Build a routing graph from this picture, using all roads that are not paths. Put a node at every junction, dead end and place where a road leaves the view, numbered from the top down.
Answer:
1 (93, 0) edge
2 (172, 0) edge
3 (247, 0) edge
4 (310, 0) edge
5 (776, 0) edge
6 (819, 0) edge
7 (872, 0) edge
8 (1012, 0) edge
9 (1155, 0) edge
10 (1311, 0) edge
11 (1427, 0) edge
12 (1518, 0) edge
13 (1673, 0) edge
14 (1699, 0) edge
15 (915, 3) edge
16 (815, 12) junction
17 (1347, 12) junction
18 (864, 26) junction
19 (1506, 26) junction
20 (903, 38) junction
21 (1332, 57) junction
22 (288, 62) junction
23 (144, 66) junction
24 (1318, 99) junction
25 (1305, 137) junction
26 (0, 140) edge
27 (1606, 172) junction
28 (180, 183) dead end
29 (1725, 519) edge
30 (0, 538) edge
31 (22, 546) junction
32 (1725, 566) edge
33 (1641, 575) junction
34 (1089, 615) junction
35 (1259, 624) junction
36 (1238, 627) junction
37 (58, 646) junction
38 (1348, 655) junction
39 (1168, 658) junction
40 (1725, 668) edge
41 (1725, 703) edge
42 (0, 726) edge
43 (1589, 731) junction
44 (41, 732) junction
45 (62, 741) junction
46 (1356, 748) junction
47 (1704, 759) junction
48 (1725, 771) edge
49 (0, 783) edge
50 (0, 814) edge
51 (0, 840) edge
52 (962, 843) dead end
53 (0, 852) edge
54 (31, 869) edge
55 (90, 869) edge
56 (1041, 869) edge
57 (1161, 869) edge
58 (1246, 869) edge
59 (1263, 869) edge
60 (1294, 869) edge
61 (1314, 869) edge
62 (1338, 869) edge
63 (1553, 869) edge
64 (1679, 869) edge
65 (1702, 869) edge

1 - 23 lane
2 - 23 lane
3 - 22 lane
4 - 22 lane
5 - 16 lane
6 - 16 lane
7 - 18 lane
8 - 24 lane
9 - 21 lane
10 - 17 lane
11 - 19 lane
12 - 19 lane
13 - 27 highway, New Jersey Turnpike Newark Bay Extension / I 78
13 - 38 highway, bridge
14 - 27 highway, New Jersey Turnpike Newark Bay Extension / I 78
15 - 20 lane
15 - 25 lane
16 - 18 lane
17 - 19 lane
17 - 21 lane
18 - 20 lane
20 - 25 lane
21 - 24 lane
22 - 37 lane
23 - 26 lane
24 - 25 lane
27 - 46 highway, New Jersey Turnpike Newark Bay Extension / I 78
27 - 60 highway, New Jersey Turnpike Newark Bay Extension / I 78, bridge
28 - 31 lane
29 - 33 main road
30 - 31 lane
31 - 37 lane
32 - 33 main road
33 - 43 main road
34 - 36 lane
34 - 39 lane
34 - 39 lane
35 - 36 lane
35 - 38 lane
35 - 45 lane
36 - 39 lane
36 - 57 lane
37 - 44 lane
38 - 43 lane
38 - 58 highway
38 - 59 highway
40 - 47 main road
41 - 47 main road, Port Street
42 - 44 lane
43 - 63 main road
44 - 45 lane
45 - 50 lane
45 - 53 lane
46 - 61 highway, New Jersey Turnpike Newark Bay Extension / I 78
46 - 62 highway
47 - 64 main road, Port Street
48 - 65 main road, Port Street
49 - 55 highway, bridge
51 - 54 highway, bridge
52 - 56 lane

********

Every line above has to be restated word for word.

WORKED SOLUTION.
Build a routing graph from this picture, using all roads that are not paths. Put a node at every junction, dead end and place where a road leaves the view, numbered from the top down.
Answer:
1 (93, 0) edge
2 (172, 0) edge
3 (247, 0) edge
4 (310, 0) edge
5 (776, 0) edge
6 (819, 0) edge
7 (872, 0) edge
8 (1012, 0) edge
9 (1155, 0) edge
10 (1311, 0) edge
11 (1427, 0) edge
12 (1518, 0) edge
13 (1673, 0) edge
14 (1699, 0) edge
15 (915, 3) edge
16 (815, 12) junction
17 (1347, 12) junction
18 (864, 26) junction
19 (1506, 26) junction
20 (903, 38) junction
21 (1332, 57) junction
22 (288, 62) junction
23 (144, 66) junction
24 (1318, 99) junction
25 (1305, 137) junction
26 (0, 140) edge
27 (1606, 172) junction
28 (180, 183) dead end
29 (1725, 519) edge
30 (0, 538) edge
31 (22, 546) junction
32 (1725, 566) edge
33 (1641, 575) junction
34 (1089, 615) junction
35 (1259, 624) junction
36 (1238, 627) junction
37 (58, 646) junction
38 (1348, 655) junction
39 (1168, 658) junction
40 (1725, 668) edge
41 (1725, 703) edge
42 (0, 726) edge
43 (1589, 731) junction
44 (41, 732) junction
45 (62, 741) junction
46 (1356, 748) junction
47 (1704, 759) junction
48 (1725, 771) edge
49 (0, 783) edge
50 (0, 814) edge
51 (0, 840) edge
52 (962, 843) dead end
53 (0, 852) edge
54 (31, 869) edge
55 (90, 869) edge
56 (1041, 869) edge
57 (1161, 869) edge
58 (1246, 869) edge
59 (1263, 869) edge
60 (1294, 869) edge
61 (1314, 869) edge
62 (1338, 869) edge
63 (1553, 869) edge
64 (1679, 869) edge
65 (1702, 869) edge

1 - 23 lane
2 - 23 lane
3 - 22 lane
4 - 22 lane
5 - 16 lane
6 - 16 lane
7 - 18 lane
8 - 24 lane
9 - 21 lane
10 - 17 lane
11 - 19 lane
12 - 19 lane
13 - 27 highway, New Jersey Turnpike Newark Bay Extension / I 78
13 - 38 highway, bridge
14 - 27 highway, New Jersey Turnpike Newark Bay Extension / I 78
15 - 20 lane
15 - 25 lane
16 - 18 lane
17 - 19 lane
17 - 21 lane
18 - 20 lane
20 - 25 lane
21 - 24 lane
22 - 37 lane
23 - 26 lane
24 - 25 lane
27 - 46 highway, New Jersey Turnpike Newark Bay Extension / I 78
27 - 60 highway, New Jersey Turnpike Newark Bay Extension / I 78, bridge
28 - 31 lane
29 - 33 main road
30 - 31 lane
31 - 37 lane
32 - 33 main road
33 - 43 main road
34 - 36 lane
34 - 39 lane
34 - 39 lane
35 - 36 lane
35 - 38 lane
35 - 45 lane
36 - 39 lane
36 - 57 lane
37 - 44 lane
38 - 43 lane
38 - 58 highway
38 - 59 highway
40 - 47 main road
41 - 47 main road, Port Street
42 - 44 lane
43 - 63 main road
44 - 45 lane
45 - 50 lane
45 - 53 lane
46 - 61 highway, New Jersey Turnpike Newark Bay Extension / I 78
46 - 62 highway
47 - 64 main road, Port Street
48 - 65 main road, Port Street
49 - 55 highway, bridge
51 - 54 highway, bridge
52 - 56 lane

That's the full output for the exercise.